Hay quienes sintieron eso que trato de decir cuando se enteraron de la caída del Muro de Berlín. La experiencia de mi abuelo fue menos espectacular, aunque no por ello menos atroz. Eran tiempos de la Segunda Guerra Mundial. Las cajas de fósforos eran cuadradas y chatas, con una vistosa envoltura rígida de cartón, y en su interior tenían la caja propiamente dicha, que contenía fósforos de cabeza roja con un cabito de papel encerado de color marrón, una especie de rollito que resultaba muy placentero desenrollar. Ahora bien: esa caja propiamente dicha estaba ligada a la envoltura vistosa mediante una gomita, o banda elástica, de color rojo. La gomita permitía tirar de la caja interior, haciendo uso de una saliente en forma de uña, sin riesgo de que uno tirara demasiado fuerte y la caja se soltara de la envoltura; se podía hacer, pero había que hacerlo con intención. Esa gomita permitía, además, que la caja se metiera sola en la envoltura una vez que uno había retirado el fósforo.Una mañana, mi abuelo inauguró una caja de fósforos nueva y descubrió que no traía la gomita roja. Se dio cuenta de que no era un defecto de fábrica; muchas cosas habían bajado de calidad, según se decía por causa de la guerra, como por ejemplo los suplementos de historietas de los diarios, que dejaron de venir en colores. Quedó desconcertado, estupefacto, desconsolado.—¿Y ahora? —dijo, mirándose las manos, cada una con una parte de la caja de fósforos, la envoltura en la izquierda, la caja propiamente dicha en la derecha—. ¿Cómo vamos a hacer?Vivió unos cuantos años más, pero ya no fue el mismo. Aquel desánimo, aquella perplejidad, son de esa clase de cosas que no tienen retorno.
*
Irrupciones, Mario Levrero.
Criatura Editora (Montevideo, 2013).
Aquí se pueden ojear las primeras páginas del libro (de hecho, podría haberlo mirado antes de transcribir a manopla el pasaje...).

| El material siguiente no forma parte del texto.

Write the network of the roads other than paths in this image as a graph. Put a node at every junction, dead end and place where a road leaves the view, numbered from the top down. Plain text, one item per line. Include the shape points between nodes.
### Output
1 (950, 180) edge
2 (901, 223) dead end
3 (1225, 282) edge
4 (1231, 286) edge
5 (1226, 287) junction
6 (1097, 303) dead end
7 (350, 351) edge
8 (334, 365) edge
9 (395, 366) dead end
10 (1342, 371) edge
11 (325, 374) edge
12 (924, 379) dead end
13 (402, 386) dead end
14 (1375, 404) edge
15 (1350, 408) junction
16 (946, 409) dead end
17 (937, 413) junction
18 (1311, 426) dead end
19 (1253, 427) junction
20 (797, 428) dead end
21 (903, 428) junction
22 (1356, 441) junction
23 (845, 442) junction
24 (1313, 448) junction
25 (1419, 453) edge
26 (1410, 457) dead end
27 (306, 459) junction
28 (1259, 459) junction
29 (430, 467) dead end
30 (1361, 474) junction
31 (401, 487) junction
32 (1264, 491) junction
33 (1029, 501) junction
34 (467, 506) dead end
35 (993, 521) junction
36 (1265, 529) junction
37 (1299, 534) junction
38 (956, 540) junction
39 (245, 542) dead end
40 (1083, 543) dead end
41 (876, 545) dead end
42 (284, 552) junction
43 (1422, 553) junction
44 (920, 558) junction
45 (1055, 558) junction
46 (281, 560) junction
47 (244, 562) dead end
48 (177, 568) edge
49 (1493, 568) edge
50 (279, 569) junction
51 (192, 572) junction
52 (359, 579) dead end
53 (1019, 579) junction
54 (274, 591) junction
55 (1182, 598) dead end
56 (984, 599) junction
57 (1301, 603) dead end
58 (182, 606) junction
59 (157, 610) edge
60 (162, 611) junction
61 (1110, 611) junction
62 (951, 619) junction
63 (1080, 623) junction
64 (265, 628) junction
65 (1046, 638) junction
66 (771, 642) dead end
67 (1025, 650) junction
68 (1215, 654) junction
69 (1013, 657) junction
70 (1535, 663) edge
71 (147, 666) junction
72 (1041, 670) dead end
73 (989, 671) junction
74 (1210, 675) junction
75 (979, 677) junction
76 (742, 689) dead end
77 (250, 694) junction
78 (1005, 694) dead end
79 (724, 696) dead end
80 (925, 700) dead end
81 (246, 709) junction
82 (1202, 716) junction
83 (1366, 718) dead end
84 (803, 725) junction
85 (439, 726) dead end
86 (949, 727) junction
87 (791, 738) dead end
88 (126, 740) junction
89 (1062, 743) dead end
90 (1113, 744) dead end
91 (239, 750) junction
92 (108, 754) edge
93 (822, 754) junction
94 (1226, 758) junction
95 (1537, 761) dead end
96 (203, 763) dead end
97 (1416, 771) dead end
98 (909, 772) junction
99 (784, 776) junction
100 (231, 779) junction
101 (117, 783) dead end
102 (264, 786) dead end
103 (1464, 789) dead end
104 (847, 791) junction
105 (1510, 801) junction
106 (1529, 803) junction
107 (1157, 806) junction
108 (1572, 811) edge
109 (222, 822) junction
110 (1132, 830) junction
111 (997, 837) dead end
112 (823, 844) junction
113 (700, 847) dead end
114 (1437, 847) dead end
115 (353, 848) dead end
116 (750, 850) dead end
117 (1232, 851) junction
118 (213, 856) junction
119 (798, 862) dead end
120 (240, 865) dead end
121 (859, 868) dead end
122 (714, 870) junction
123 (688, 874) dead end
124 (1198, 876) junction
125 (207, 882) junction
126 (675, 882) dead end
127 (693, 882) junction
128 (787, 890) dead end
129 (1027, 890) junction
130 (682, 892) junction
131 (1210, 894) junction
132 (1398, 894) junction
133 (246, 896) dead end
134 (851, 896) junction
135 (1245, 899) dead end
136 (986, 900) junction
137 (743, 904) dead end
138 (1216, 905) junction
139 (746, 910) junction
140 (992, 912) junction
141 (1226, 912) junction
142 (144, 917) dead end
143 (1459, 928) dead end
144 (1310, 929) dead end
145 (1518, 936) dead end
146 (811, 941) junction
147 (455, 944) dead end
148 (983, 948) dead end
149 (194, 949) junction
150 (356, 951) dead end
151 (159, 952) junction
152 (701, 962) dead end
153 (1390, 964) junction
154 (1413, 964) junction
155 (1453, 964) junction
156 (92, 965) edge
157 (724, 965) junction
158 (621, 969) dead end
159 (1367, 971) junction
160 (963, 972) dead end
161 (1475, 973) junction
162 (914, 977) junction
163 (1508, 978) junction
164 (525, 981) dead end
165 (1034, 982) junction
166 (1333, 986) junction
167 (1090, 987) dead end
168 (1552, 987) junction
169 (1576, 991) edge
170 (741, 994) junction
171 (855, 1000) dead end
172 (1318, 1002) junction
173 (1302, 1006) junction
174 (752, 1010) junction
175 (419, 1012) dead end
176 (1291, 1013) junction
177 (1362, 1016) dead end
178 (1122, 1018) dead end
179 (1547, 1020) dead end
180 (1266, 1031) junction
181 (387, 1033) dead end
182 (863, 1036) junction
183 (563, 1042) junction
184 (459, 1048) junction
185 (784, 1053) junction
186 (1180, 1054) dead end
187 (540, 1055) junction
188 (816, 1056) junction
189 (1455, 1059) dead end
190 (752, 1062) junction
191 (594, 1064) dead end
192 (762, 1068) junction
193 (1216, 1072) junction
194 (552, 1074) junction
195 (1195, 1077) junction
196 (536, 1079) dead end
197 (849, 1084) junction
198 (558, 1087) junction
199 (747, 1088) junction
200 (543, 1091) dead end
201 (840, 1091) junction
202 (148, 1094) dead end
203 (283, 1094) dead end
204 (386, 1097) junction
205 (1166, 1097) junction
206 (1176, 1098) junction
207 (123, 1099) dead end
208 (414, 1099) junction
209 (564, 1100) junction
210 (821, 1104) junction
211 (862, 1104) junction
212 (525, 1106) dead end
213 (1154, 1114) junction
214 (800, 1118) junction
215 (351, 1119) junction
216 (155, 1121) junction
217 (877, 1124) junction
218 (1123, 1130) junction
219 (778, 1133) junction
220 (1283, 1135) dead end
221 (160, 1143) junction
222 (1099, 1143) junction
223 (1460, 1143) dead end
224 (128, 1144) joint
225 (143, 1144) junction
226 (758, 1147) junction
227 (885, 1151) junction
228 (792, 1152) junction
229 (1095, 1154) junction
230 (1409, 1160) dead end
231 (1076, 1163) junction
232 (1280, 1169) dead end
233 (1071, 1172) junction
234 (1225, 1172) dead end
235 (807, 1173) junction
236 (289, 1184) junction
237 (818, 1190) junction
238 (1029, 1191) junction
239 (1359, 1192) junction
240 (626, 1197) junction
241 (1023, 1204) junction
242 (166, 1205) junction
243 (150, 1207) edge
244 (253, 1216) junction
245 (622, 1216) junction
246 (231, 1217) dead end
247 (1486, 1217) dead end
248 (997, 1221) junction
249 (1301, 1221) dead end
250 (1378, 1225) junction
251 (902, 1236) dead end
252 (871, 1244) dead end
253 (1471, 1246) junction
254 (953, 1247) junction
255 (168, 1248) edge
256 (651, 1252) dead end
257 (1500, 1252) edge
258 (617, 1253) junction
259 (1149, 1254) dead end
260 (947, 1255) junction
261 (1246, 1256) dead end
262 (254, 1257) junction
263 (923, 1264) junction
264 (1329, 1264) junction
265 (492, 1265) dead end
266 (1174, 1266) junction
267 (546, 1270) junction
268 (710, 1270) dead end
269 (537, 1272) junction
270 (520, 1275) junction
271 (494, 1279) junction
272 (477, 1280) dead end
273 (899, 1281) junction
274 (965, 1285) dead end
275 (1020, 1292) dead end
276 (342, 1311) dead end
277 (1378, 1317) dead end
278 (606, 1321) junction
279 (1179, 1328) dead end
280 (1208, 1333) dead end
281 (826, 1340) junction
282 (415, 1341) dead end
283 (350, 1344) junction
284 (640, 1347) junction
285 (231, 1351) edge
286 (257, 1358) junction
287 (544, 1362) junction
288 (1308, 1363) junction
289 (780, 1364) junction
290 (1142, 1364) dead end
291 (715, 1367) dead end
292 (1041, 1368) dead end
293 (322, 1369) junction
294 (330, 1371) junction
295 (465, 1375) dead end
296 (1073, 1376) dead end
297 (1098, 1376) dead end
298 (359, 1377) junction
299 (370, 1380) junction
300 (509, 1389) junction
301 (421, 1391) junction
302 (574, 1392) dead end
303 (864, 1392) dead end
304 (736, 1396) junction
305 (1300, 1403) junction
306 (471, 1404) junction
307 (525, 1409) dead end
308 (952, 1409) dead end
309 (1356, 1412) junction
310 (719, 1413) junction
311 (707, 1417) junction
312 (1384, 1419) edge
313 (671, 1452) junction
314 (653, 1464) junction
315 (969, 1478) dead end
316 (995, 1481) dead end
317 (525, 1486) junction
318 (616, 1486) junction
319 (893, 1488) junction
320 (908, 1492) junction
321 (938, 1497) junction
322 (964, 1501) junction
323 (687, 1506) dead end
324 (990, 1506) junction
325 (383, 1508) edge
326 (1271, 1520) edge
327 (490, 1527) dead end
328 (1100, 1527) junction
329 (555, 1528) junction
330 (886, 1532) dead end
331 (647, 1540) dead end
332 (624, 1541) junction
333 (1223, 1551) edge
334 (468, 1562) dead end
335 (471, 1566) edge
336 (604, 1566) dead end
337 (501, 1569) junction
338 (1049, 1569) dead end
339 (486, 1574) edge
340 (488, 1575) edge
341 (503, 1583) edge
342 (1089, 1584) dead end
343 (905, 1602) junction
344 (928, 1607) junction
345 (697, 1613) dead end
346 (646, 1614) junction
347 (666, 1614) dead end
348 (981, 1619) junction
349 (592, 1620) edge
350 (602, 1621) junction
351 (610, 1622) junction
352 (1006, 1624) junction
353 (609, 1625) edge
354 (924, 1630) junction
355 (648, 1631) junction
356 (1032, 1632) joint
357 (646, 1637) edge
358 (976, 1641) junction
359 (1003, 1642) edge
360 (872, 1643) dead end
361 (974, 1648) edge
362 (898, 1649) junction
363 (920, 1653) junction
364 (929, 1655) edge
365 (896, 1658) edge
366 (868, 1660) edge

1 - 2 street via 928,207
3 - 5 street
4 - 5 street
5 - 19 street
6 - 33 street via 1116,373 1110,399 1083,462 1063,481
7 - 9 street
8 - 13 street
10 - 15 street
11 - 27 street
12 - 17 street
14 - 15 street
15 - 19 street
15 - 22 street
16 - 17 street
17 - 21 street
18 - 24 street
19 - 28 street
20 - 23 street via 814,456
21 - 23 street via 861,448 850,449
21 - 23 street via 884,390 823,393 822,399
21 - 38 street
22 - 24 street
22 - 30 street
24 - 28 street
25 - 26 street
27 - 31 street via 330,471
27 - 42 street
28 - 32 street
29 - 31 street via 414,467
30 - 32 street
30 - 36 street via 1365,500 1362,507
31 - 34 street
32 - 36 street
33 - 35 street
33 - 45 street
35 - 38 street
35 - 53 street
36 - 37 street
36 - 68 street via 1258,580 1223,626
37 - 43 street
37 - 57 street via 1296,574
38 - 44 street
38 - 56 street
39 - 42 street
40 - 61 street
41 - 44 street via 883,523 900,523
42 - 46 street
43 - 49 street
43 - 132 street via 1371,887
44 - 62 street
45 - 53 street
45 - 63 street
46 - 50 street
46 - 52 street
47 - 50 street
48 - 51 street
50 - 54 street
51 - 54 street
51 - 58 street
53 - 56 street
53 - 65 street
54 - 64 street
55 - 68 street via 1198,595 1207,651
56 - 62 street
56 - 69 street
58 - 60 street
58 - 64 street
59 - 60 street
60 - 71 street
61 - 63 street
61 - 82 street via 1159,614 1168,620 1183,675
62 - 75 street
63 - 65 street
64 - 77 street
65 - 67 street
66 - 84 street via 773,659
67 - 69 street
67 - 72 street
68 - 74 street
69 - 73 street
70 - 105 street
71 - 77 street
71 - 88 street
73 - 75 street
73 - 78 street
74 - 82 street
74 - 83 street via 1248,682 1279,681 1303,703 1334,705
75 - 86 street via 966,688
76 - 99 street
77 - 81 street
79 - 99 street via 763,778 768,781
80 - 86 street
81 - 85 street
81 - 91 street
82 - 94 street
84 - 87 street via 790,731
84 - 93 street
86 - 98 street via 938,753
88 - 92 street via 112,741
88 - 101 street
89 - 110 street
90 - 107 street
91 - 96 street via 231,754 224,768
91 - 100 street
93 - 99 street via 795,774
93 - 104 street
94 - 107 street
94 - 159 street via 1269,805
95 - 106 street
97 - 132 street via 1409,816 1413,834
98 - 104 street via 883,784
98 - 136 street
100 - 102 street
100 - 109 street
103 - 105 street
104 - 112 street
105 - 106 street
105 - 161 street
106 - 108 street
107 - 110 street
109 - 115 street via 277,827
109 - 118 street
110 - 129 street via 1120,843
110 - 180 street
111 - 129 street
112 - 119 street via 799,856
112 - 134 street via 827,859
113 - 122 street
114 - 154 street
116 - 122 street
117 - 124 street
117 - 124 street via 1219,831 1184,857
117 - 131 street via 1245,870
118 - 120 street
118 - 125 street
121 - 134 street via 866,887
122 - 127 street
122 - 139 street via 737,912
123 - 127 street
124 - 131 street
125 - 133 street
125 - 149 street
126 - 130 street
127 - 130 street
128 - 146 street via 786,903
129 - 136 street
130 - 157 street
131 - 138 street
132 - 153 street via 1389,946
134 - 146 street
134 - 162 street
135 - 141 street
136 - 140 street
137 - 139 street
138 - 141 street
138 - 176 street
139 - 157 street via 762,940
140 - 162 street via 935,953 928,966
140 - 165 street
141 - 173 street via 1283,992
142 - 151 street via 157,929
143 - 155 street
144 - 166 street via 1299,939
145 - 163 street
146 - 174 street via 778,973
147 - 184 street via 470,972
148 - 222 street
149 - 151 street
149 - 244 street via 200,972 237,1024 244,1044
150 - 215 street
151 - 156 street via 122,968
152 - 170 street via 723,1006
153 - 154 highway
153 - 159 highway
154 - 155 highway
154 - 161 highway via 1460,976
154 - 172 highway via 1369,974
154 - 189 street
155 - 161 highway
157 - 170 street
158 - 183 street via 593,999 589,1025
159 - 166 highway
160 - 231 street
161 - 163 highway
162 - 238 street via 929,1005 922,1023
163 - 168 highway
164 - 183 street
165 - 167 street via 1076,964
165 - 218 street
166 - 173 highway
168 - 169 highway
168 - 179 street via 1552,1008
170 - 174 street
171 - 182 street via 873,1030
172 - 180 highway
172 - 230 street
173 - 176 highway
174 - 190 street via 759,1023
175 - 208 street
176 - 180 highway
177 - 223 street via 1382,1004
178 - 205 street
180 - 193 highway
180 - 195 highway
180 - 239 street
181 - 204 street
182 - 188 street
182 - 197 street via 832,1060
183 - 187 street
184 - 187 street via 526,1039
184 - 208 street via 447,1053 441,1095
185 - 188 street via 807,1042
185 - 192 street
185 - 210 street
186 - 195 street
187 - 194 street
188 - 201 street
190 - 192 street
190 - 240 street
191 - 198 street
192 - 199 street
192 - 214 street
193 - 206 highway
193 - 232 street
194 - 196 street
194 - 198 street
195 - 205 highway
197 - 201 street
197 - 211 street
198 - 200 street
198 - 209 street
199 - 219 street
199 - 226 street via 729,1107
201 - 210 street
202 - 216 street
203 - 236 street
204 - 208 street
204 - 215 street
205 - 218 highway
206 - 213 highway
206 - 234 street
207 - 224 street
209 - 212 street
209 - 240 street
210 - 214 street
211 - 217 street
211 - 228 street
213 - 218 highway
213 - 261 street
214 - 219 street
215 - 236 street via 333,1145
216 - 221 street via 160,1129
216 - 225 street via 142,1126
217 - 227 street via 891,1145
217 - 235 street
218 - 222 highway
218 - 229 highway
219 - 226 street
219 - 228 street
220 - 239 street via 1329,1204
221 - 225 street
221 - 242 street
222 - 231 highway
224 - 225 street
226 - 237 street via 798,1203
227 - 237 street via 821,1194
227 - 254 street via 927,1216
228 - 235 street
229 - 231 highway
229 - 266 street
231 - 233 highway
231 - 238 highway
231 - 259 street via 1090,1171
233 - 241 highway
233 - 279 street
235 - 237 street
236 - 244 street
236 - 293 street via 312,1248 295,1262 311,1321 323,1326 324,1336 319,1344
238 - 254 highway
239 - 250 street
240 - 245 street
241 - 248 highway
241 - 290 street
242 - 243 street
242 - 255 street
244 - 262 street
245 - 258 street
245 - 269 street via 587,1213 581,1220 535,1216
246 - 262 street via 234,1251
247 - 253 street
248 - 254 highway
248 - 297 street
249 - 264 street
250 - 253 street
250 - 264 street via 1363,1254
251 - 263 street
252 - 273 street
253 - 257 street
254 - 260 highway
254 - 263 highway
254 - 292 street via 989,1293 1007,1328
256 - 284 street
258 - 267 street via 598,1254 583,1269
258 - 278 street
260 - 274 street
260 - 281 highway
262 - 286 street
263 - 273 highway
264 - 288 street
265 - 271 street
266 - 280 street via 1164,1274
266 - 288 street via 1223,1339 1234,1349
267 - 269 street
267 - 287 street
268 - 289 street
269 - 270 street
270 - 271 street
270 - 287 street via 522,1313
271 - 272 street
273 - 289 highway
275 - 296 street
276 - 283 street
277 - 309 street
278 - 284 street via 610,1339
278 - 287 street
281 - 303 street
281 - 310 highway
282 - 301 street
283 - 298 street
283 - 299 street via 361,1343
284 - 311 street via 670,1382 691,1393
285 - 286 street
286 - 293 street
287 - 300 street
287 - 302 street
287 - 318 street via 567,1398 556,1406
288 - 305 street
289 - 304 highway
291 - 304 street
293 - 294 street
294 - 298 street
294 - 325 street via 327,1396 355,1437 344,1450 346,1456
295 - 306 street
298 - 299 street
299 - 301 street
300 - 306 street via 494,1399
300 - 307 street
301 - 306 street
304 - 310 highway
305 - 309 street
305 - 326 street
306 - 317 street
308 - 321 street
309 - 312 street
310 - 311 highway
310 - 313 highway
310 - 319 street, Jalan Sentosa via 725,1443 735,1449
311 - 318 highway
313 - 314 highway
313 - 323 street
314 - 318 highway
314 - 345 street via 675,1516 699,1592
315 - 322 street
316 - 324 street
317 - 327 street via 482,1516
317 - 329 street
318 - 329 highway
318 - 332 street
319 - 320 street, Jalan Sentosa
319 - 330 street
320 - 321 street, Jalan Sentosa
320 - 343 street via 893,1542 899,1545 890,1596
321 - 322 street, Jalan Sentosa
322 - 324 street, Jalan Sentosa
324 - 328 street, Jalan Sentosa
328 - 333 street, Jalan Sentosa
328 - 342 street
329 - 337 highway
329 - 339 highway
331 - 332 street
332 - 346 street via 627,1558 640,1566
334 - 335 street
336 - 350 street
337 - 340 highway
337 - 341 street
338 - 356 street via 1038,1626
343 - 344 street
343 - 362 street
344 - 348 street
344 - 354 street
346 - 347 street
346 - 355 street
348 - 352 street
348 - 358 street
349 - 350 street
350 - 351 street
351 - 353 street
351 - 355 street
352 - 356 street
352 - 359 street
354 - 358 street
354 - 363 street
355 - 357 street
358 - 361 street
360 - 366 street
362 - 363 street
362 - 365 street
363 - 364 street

+ Levrero en el blog: acá.
+ Levrero en Teína: acullá.
PD sobre el fragmento. Si una caja de fósforos es capaz de encerrar una metáfora sutil sobre el afecto que profesamos por lo que nos proporciona sensación de cotidianidad, ¿qué decir cuando esa caja de cerillas es la humilde casa donde vives, y un banco o un fondo buitre te deshaucia de ella? Ante la duda, puede consultarse con Andrés, con Wilson o con los vecinos de Carabanchel Alto.